Nuklearrüstung

Iran bedroht den Weltfrieden

Die Islamische Republik Iran verursacht mit ihren nuklearen Ambitionen der gesamten Staatenwelt schweres Kopfweh. Nicht nur in Israel rüstet man sich, auch am Persischen Golf herrscht Angst. Im schiitischen Regime rechnet man mit dem endzeitlichen Eingreifen des Mahdi, des von Allah bevollmächtigten Herrschers.
Mahmoud Ahmadinedschad. (Foto: Wikipedia, Daniella Zalcman)
Kerntechnische Anlage in Arak. (Foto: Wikipedia, Nanking2010)

Der saudische König Abdullah soll den Amerikanern geraten haben, «der Schlange den Kopf abzuschlagen». Das Zitat wurde von Wikileaks publik gemacht, ebenso wie die Warnung des israelischen Verteidigungsministers Barak im Mai 2009, bis Ende 2010 sei es noch ohne unabsehbare Folgeschäden möglich, den Iran an der Fähigkeit zum Nuklearschlag zu hindern.

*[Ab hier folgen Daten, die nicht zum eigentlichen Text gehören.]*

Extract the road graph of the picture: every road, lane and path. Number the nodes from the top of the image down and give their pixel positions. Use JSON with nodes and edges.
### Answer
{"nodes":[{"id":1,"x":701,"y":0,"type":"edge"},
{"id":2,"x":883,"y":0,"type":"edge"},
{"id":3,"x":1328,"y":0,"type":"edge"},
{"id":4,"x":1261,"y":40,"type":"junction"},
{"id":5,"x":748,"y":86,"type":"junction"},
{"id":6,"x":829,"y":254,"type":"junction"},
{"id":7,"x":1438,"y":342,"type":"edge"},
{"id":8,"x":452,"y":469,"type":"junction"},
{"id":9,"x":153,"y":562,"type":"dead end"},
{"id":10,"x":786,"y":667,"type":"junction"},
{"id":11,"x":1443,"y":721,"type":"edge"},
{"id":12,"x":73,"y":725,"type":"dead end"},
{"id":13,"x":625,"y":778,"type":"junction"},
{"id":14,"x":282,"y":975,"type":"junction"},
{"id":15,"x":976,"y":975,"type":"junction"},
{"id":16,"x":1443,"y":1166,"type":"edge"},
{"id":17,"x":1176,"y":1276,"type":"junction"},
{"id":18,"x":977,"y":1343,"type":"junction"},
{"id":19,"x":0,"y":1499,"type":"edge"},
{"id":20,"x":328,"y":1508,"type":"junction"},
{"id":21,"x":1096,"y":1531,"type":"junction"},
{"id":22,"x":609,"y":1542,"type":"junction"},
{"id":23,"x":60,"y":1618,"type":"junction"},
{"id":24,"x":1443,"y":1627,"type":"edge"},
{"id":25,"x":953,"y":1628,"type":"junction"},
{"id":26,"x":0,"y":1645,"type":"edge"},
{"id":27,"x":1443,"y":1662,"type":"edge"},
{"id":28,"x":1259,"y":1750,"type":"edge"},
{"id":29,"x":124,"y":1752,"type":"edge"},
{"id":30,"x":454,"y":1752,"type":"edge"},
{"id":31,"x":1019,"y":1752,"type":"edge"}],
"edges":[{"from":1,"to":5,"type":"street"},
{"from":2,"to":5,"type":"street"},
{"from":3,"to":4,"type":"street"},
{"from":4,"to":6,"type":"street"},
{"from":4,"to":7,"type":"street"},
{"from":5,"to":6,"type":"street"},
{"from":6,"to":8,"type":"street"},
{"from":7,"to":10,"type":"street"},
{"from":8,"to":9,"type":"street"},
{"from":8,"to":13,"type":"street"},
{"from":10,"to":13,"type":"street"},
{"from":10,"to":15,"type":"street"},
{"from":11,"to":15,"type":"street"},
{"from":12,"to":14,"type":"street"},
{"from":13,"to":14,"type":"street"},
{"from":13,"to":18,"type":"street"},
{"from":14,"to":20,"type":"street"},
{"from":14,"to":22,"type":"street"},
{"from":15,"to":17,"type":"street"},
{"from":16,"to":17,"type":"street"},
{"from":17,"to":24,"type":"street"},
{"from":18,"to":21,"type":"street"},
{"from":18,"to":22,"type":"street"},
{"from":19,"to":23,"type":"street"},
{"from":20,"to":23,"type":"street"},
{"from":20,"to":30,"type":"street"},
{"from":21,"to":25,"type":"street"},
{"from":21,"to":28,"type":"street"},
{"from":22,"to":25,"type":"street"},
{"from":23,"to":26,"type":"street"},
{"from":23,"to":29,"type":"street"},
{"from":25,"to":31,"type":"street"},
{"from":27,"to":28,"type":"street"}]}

Atomraketen bis nach Europa

Die Wikileaks-Enthüllungen haben die tiefe internationale Besorgnis um Iran verdeutlicht. Die weltweite Diplomatie kommt mit der vielfach listig verwischten Aggressivität des Regimes um Präsident Ahmadinedschad nicht zu Rande. Erwirbt der Iran die Fähigkeit, Atombomben einzusetzen und verfügt er zudem über Raketen, die Sprengköpfe bis ins Herz Europas tragen könnten, ist ein grosser Teil der Welt nachhaltig destabilisiert.

Ahmadinedschad wie Hitler

Alle neueren Erkenntnisse nähren die Angst. Die israelische Zeitung Haaretz sprach mit einem Iraner, der für die CIA spionierte und heute in den USA lebt. Der als Reza Kahlili bezeichnete Mann würde ohne Verzug einen Militärschlag gegen den Iran anordnen, wenn er könnte. Kahlili vergleicht 2010 mit 1938, als man glaubte, Hitler mit Zugeständnissen von Aggressionen abhalten zu können. Der Zweite Weltkrieg war die Folge. «Ich glaube wirklich, dass es zum Krieg kommt, ob wir es wollen oder nicht – darum sollten wir die Umstände bestimmen.»

Freunde gefoltert

Der Iraner, Autor des Buchs «Eine Zeit für den Verrat»,  verlor den Glauben an Ayatollah Khomeini und sein Regime, als Freunde  gefoltert und hingerichtet wurden. Er hatte in Kalifornien Computertechnik studiert und war zurückgekehrt, um die Islamische Republik mit aufzubauen. Er trainierte Revolutionswächter am Computer; in den 1980er Jahren spionierte er das Rückgrat des Regimes aus.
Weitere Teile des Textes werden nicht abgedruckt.